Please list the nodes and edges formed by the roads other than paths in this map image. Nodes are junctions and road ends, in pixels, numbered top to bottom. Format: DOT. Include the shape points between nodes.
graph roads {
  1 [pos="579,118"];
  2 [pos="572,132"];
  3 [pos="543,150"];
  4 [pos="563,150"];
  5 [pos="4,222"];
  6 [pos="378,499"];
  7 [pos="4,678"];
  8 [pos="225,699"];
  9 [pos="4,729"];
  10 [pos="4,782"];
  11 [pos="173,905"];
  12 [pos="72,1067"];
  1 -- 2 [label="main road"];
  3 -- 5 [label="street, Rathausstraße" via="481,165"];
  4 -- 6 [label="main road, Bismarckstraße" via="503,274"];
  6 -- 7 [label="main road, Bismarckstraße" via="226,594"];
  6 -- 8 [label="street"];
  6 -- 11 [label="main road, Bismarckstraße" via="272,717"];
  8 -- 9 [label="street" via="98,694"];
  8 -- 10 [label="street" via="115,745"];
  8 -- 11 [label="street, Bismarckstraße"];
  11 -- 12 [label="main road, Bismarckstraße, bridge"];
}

§ Task details
The records need to be set down again without a single difference.

§ Answer section
Please list the nodes and edges formed by the roads other than paths in this map image. Nodes are junctions and road ends, in pixels, numbered top to bottom. Format: DOT. Include the shape points between nodes.
graph roads {
  1 [pos="579,118"];
  2 [pos="572,132"];
  3 [pos="543,150"];
  4 [pos="563,150"];
  5 [pos="4,222"];
  6 [pos="378,499"];
  7 [pos="4,678"];
  8 [pos="225,699"];
  9 [pos="4,729"];
  10 [pos="4,782"];
  11 [pos="173,905"];
  12 [pos="72,1067"];
  1 -- 2 [label="main road"];
  3 -- 5 [label="street, Rathausstraße" via="481,165"];
  4 -- 6 [label="main road, Bismarckstraße" via="503,274"];
  6 -- 7 [label="main road, Bismarckstraße" via="226,594"];
  6 -- 8 [label="street"];
  6 -- 11 [label="main road, Bismarckstraße" via="272,717"];
  8 -- 9 [label="street" via="98,694"];
  8 -- 10 [label="street" via="115,745"];
  8 -- 11 [label="street, Bismarckstraße"];
  11 -- 12 [label="main road, Bismarckstraße, bridge"];
}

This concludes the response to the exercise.